Once upon a time, I would scoff at those who suggested that Lebanon was becoming an appendage of the gaudy, godless Gulf. I’d roll my eyes as shrill Lebanese communists whined about Solidere, bitter Christians accused Hariri of confiscating Lebanon for the Sunnis, and hypocritical socialites complained about Khaleeji tourists, while making money hand over fist, year after year.
Sure, I thought, Lebanon is getting a drastic face lift. Sure, our public debt is staggering, but this has a lot to do with corruption, reconstruction, and political instability. Yes, Beirut and its suburbs are becoming increasingly estranged from the rest of the country, with their opulent restaurants, mountain resorts, bars, beach clubs, and high-rises. But this, my friends, is the price of economic growth and prosperity, which in turn is the salve that will heal the wounds of war. You know… a rising tide smushes all sand castles, or something like that.
Mostly however, I — like most Lebanese — detested comparisons between Beirut and Dubai. “You must be joking,” I’d spit, when well-meaning foreigners, eager to imply that they read the newspaper every now and then and could probably find Lebanon on a map, expressed their satisfaction that Beirut was rebuilding itself and may one day even look like Dubai.
“Dubai?!” I’d shriek. “That postmodern funhouse nightmare?! That soulless tourist trap?! Beirut would never stoop so low!” Even as recently as a few days ago, I found myself grimacing while listening to Georges Corm complaining about the Dubai-ification of Lebanon, on a Sunday afternoon talk show. “Come on, people,” I’d mentally chastise his listeners. “We may be flashy and superficial, but we’re not as bad as Dubai! Dubai spends tens of millions of dollars on fireworks displays! Dubai builds an indoor ski slope in the middle of the desert, just for kicks! Dubai builds the tallest skyscraper in the world even though there is no real reason to build multi-level structures when you are surrounded by miles of barren wasteland! Dubai built Palm Jebel Ali, the ridiculous housing development in the shape of a giant palm tree that can be seen from space.

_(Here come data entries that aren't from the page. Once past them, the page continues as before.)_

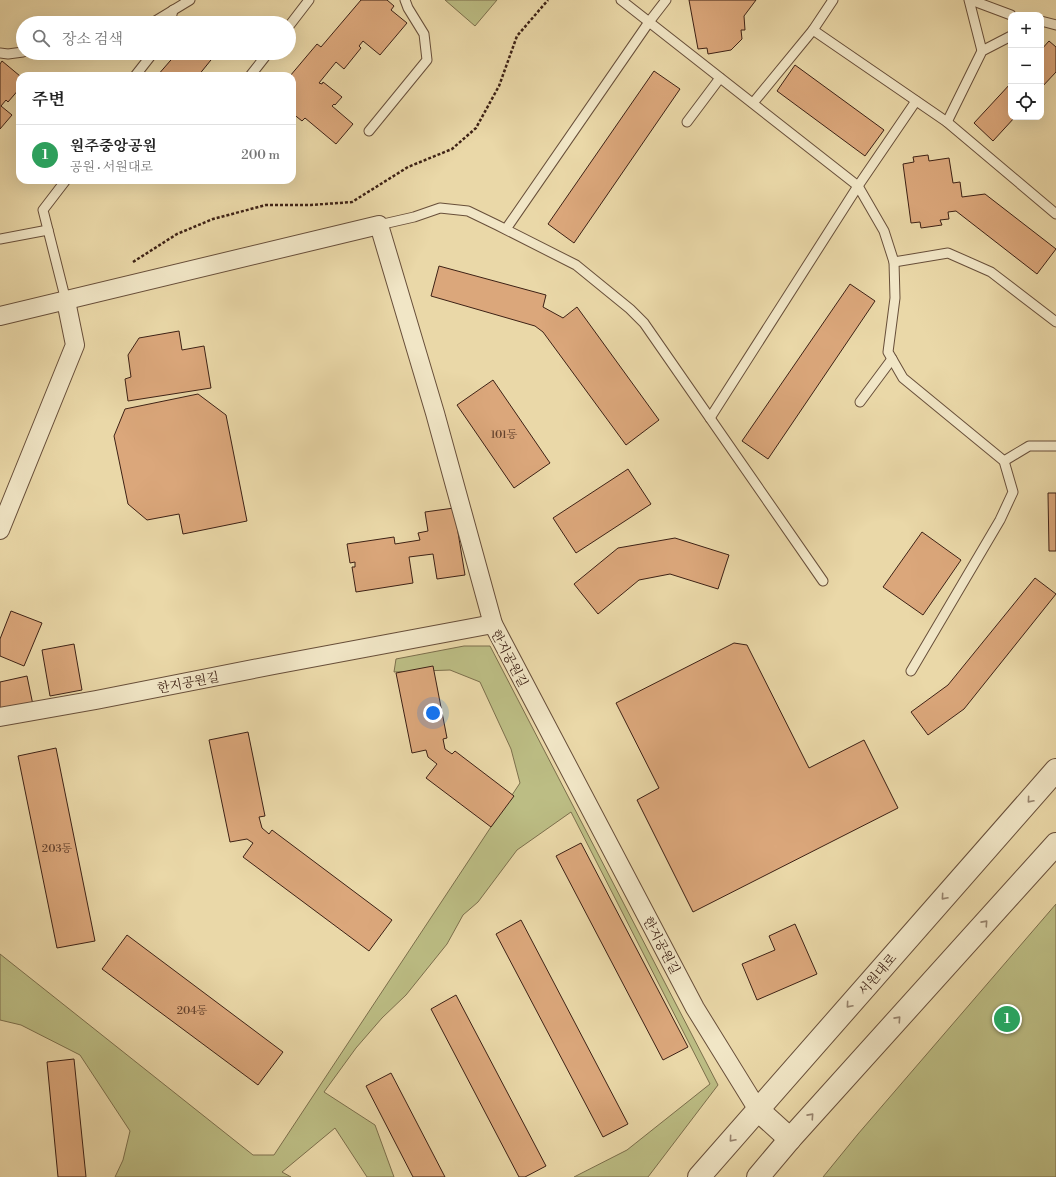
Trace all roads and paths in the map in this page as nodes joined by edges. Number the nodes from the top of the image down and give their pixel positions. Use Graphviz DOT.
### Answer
graph roads {
  1 [pos="190,0"];
  2 [pos="309,0"];
  3 [pos="405,0"];
  4 [pos="548,0"];
  5 [pos="621,0"];
  6 [pos="666,0"];
  7 [pos="833,0"];
  8 [pos="970,0"];
  9 [pos="173,10"];
  10 [pos="1008,15"];
  11 [pos="163,16"];
  12 [pos="172,16"];
  13 [pos="296,17"];
  14 [pos="649,22"];
  15 [pos="1044,22"];
  16 [pos="1056,25"];
  17 [pos="813,30"];
  18 [pos="1008,38"];
  19 [pos="982,51"];
  20 [pos="0,53"];
  21 [pos="16,53"];
  22 [pos="148,60"];
  23 [pos="263,60"];
  24 [pos="138,72"];
  25 [pos="253,72"];
  26 [pos="720,78"];
  27 [pos="916,101"];
  28 [pos="753,104"];
  29 [pos="687,122"];
  30 [pos="947,122"];
  31 [pos="369,131"];
  32 [pos="63,184"];
  33 [pos="858,186"];
  34 [pos="1056,214"];
  35 [pos="379,225"];
  36 [pos="506,229"];
  37 [pos="48,230"];
  38 [pos="0,239"];
  39 [pos="894,262"];
  40 [pos="131,264"];
  41 [pos="66,301"];
  42 [pos="0,316"];
  43 [pos="1056,322"];
  44 [pos="892,359"];
  45 [pos="860,402"];
  46 [pos="710,418"];
  47 [pos="1056,446"];
  48 [pos="1004,461"];
  49 [pos="0,530"];
  50 [pos="823,581"];
  51 [pos="493,624"];
  52 [pos="911,671"];
  53 [pos="0,717"];
  54 [pos="1056,770"];
  55 [pos="1056,844"];
  56 [pos="758,1110"];
  57 [pos="790,1139"];
  58 [pos="699,1177"];
  59 [pos="758,1177"];
  1 -- 9 [label="lane"];
  2 -- 13 [label="lane"];
  3 -- 31 [label="lane"];
  4 -- 40 [label="path"];
  5 -- 14 [label="lane"];
  6 -- 14 [label="lane"];
  7 -- 17 [label="lane"];
  8 -- 10 [label="lane"];
  8 -- 19 [label="lane"];
  9 -- 11 [label="lane"];
  9 -- 12 [label="lane"];
  14 -- 26 [label="lane"];
  14 -- 36 [label="lane"];
  15 -- 16 [label="lane"];
  17 -- 27 [label="lane"];
  17 -- 28 [label="lane"];
  18 -- 19 [label="lane"];
  19 -- 30 [label="lane"];
  20 -- 21 [label="lane"];
  22 -- 24 [label="lane"];
  23 -- 25 [label="lane"];
  26 -- 28 [label="lane"];
  26 -- 29 [label="lane"];
  27 -- 30 [label="lane"];
  27 -- 33 [label="lane"];
  28 -- 33 [label="lane"];
  30 -- 34 [label="lane"];
  32 -- 37 [label="lane"];
  33 -- 39 [label="lane"];
  33 -- 46 [label="lane"];
  35 -- 36 [label="lane"];
  35 -- 41 [label="street"];
  35 -- 51 [label="street"];
  36 -- 46 [label="lane"];
  37 -- 38 [label="lane"];
  37 -- 41 [label="lane"];
  39 -- 43 [label="lane"];
  39 -- 44 [label="lane"];
  41 -- 42 [label="street"];
  41 -- 49 [label="street"];
  44 -- 45 [label="lane"];
  44 -- 48 [label="lane"];
  46 -- 50 [label="lane"];
  47 -- 48 [label="lane"];
  48 -- 52 [label="lane"];
  51 -- 53 [label="street, 한지공원길"];
  51 -- 56 [label="street, 한지공원길"];
  54 -- 56 [label="street, 서원대로, one-way"];
  57 -- 55 [label="street, one-way"];
  56 -- 57 [label="street"];
  56 -- 58 [label="street, 서원대로, one-way"];
  57 -- 59 [label="street"];
}
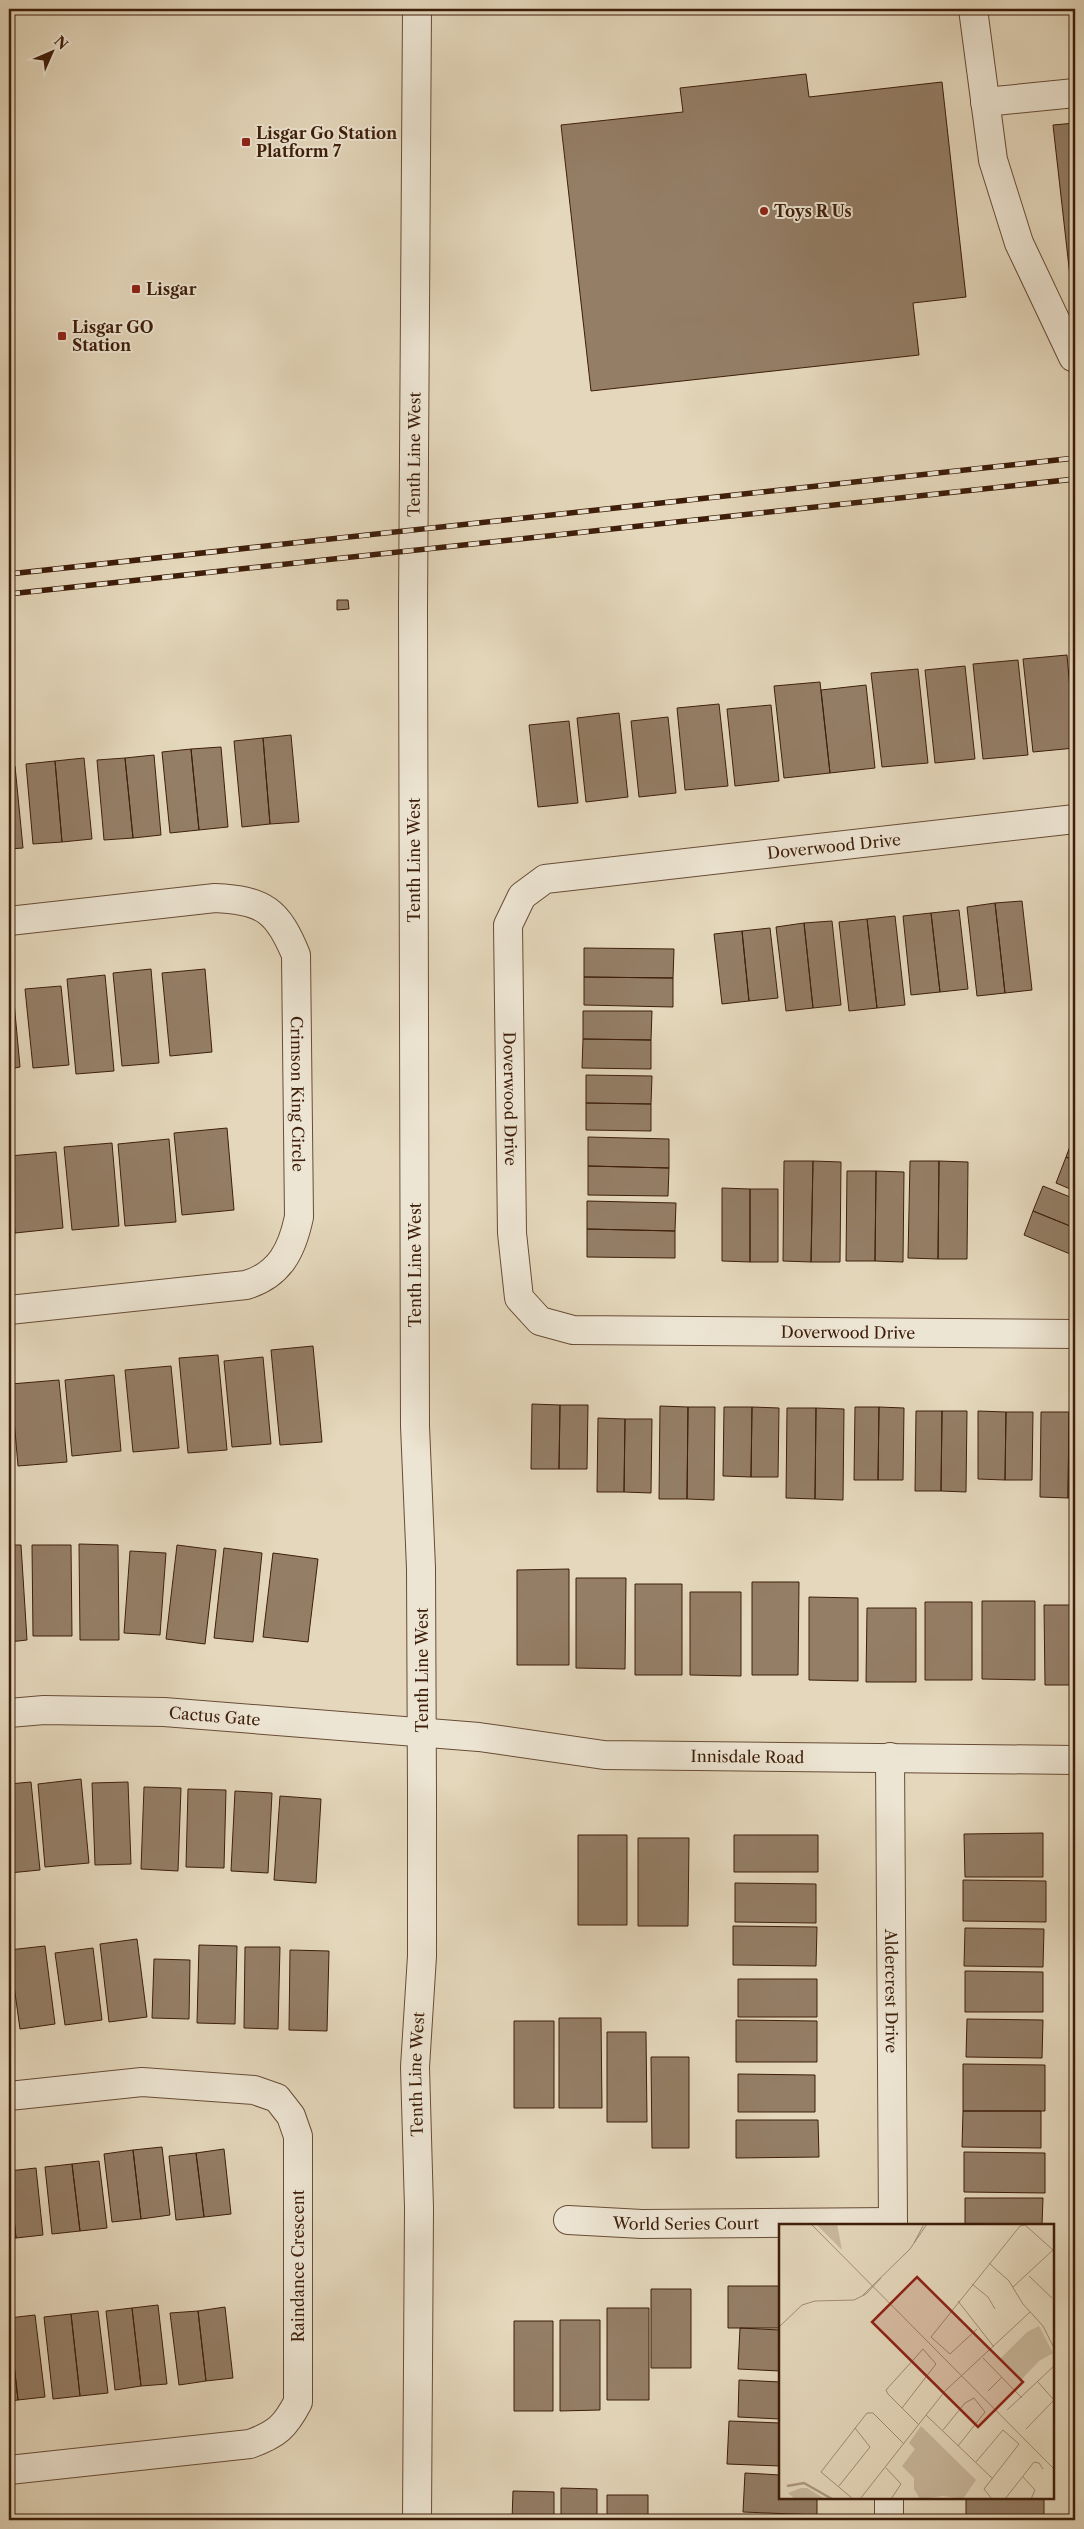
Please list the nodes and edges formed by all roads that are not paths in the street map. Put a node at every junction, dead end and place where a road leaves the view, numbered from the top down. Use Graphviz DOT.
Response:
graph roads {
  1 [pos="417,9"];
  2 [pos="973,9"];
  3 [pos="1075,93"];
  4 [pos="985,102"];
  5 [pos="1075,357"];
  6 [pos="1075,819"];
  7 [pos="9,921"];
  8 [pos="9,1310"];
  9 [pos="1075,1334"];
  10 [pos="9,1713"];
  11 [pos="422,1733"];
  12 [pos="890,1757"];
  13 [pos="1075,1760"];
  14 [pos="9,2096"];
  15 [pos="568,2220"];
  16 [pos="893,2224"];
  17 [pos="9,2470"];
  18 [pos="889,2499"];
  19 [pos="417,2520"];
  20 [pos="889,2520"];
  1 -- 11 [label="street, Tenth Line West"];
  2 -- 4 [label="street"];
  3 -- 4 [label="street"];
  4 -- 5 [label="street"];
  6 -- 9 [label="street, Doverwood Drive"];
  7 -- 8 [label="street, Crimson King Circle"];
  10 -- 11 [label="street, Cactus Gate"];
  11 -- 12 [label="street, Innisdale Road"];
  11 -- 19 [label="street, Tenth Line West"];
  12 -- 13 [label="street, Innisdale Road"];
  12 -- 16 [label="street, Aldercrest Drive"];
  14 -- 17 [label="street, Raindance Crescent"];
  15 -- 16 [label="street, World Series Court"];
  18 -- 20 [label="street"];
}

Far from demonstrating such gauche sensibilities, we Lebanese have culture, history, and taste. We have cafes, newspapers, intellectuals, universities, people who speak Arabic, service taxis, Sayyed Hasan, Abou l-Abed, and Fairouz. How can we be Dubai? We’re Lebanon!”
That was then. This is now. We are Dubai, people. Take a look:
In case you can’t make sense of this picture, it’s an island in the shape of a huge cedar tree. Yes, that’s right, an island in the shape of a huge cedar tree. No, no… I said an island IN THE SHAPE OF A HUGE CEDAR TREE!!!!
If you find yourself checking a calendar to make sure that it’s not April Fools, please be assured: this is the real thing. Noor Holding, the developer, has announced that the $1 billion project has already been approved by the Lebanese President (Lahoud, not Sleiman, judging from the picture on their website), and will be completed by 2012. It will feature all kinds of lovely amenities including a lagoon, fitness centers, shopping malls, a commercial district, and of course, plenty of room for luxury neighborhoods with views of the Mediterranean.
More pictures of this stunning feat of landscape engineering are available on the project website, whose design reminds me of a Cedar Wings magazine circa 1986. As if to lend a sense of finality to the initiative, there’s even a fake webcam which is supposed to document the construction progress, which is slated to begin fairly soon off the coast of Damour, just south of Beirut International Airport.